‘The Irish are coming’ screams the blog for the Red Monk Brew: The Monki Gras in London on 1 February. The organisers say there’s a steady stream of talented Irish software architects and developers signing up for the event.
RedMonk is holding the developer day, which focuses on social and app development as well as social and data science and operations, on 1 February in Conway Hall. The Conway Hall Library holds the Ethical Society’s collection, which is the largest and most comprehensive Humanist Research resource of its kind in the UK.
The event will feature such speakers as Joyent co-founder and CTO Jason Hoffman and Matt LeMay, platform manager at Bitly.
“There are already any number of conferences for entrepreneurs out there, but we wanted to give developers a voice," explained James Governor from RedMonk.
“That’s the key to conference. So we’re relevant to architects, developers, development managers – but also innovation managers at corporations, because the developers we’re featuring are changing industries."
The new kingmakers
Governor says that unlike most tech conferences today, which focus on entrepreneurship and start-ups, this conference is for founders with software on their minds.

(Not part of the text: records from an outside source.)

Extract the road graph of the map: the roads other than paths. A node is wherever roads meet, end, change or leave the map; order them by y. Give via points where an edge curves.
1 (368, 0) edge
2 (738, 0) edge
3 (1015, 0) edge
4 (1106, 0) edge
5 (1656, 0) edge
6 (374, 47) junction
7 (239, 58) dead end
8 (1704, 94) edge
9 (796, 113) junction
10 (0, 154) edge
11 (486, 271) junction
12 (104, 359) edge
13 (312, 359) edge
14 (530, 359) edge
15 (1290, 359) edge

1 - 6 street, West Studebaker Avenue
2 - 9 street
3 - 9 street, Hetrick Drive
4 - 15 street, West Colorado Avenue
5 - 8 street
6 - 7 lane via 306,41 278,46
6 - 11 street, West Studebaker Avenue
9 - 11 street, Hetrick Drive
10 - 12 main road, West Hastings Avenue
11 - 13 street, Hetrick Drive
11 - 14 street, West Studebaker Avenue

"Sure, many are company founders, but that’s not the focus. The reason ‘our’ founders are speaking is because they are engineers. Software developers are the new kingmakers, in an age where we’re beginning to appreciate the primacy of practitioner talent in development and operations."
Governor said that going through the Eventbrite billing engine for the conference he was stunned to notice the significant – and talented – Irish contingent that signed up for the event, including Oisin Hurley, co-founder of Vigill; Darach Ennis, chief solutions architect at Push Technology and Tara Simpson, CEO of Instil.

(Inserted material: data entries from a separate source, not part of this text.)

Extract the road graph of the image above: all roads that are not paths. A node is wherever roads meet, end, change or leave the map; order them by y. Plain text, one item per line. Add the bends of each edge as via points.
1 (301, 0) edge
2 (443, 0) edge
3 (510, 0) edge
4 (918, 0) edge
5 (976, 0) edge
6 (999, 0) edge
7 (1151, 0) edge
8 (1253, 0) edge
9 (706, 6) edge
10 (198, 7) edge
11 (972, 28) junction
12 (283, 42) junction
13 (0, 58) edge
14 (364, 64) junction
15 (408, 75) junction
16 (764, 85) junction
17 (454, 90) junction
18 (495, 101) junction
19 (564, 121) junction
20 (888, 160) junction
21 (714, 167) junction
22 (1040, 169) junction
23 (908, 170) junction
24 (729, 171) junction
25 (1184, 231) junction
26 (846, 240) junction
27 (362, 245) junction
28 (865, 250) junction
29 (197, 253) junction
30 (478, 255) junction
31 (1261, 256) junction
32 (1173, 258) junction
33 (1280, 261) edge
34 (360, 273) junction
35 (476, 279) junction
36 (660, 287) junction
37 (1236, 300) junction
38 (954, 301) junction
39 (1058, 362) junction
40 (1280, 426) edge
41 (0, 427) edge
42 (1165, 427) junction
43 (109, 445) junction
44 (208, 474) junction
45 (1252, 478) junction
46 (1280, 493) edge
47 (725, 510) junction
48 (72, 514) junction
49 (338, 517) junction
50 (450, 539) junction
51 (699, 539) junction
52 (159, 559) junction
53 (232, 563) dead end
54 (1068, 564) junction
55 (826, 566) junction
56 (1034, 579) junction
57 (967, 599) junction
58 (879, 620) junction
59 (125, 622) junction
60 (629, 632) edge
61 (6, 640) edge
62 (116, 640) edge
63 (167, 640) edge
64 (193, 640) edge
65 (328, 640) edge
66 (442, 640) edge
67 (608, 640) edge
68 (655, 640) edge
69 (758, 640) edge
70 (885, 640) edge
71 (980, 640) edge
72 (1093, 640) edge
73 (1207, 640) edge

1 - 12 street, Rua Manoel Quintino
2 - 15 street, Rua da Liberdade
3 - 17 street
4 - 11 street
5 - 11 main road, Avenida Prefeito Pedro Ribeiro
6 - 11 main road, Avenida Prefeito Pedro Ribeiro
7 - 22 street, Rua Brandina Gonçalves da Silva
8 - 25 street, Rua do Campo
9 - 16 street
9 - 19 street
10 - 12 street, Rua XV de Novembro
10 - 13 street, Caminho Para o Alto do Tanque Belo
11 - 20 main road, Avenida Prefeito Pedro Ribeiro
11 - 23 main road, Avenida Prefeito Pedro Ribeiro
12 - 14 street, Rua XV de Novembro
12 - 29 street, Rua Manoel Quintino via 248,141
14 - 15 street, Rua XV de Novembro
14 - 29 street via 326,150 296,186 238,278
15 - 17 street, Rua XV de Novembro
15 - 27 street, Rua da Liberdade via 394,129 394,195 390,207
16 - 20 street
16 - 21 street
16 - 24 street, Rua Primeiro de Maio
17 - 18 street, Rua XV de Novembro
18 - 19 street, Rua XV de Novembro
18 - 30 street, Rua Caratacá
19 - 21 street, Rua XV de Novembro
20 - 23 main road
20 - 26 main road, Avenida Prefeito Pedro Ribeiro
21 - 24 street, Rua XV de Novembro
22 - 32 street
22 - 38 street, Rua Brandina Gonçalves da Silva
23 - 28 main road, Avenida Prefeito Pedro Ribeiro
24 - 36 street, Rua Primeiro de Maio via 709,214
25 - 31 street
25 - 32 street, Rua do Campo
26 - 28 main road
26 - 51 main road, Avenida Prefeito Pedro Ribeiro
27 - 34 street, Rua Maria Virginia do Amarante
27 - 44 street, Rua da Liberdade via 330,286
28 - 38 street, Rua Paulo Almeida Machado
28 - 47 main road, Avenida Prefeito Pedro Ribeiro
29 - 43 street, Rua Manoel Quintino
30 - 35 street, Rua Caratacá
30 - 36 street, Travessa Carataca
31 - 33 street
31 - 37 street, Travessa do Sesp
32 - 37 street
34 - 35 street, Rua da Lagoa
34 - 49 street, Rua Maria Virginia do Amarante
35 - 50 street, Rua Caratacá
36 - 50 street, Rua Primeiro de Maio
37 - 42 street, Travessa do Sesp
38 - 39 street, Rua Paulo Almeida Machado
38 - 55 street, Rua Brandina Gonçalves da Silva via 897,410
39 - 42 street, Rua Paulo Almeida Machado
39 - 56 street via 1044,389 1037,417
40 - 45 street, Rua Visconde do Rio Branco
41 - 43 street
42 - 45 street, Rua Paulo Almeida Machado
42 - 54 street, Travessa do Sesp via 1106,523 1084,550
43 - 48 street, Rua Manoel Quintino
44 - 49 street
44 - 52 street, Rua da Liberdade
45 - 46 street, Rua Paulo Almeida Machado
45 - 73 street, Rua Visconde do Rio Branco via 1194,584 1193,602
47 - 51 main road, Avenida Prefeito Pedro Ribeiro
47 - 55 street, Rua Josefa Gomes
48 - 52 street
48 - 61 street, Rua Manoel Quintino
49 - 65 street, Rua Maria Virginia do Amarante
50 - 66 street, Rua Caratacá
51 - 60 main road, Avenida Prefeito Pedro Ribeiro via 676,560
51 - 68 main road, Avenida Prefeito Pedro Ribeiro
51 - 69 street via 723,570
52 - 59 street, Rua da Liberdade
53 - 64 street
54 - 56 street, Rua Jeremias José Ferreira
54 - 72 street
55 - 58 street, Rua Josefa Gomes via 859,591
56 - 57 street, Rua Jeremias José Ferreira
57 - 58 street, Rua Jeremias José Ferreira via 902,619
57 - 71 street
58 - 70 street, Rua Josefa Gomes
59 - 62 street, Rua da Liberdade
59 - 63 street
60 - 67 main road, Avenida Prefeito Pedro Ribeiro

“My business partner is called Stephen O’Grady. One of our first hires is called Tom Raftery. My gran was Irish. You get the picture. More seriously – there are tremendous developers and architects in Ireland – it’s a hotbed of talent, in Dublin, sure, but also Cork and other areas. A highly skilled, highly motivated workforce, and yes, call it national stereotyping but the Irish tend to be great communicators and storytellers. Which is perhaps why they gravitated to us, and us to them."
Governor said he believes we’re at a tipping point in terms of governance and how software is built.
“Open source is now so commonplace, that some younger developers argue we don’t even need open source governance anymore – just throw your code onto Github, and away we go.
“The rise of Github does change everything, but we still need governance – that’s likely to come through clearly at Monki Gras. Technical architectures for development and ops don’t replace social architectures, they augment them.
“Open source contributions are increasing massively from all sides, and increasingly the value of companies is in the data, not the code. We’ll home in on that," Governor said.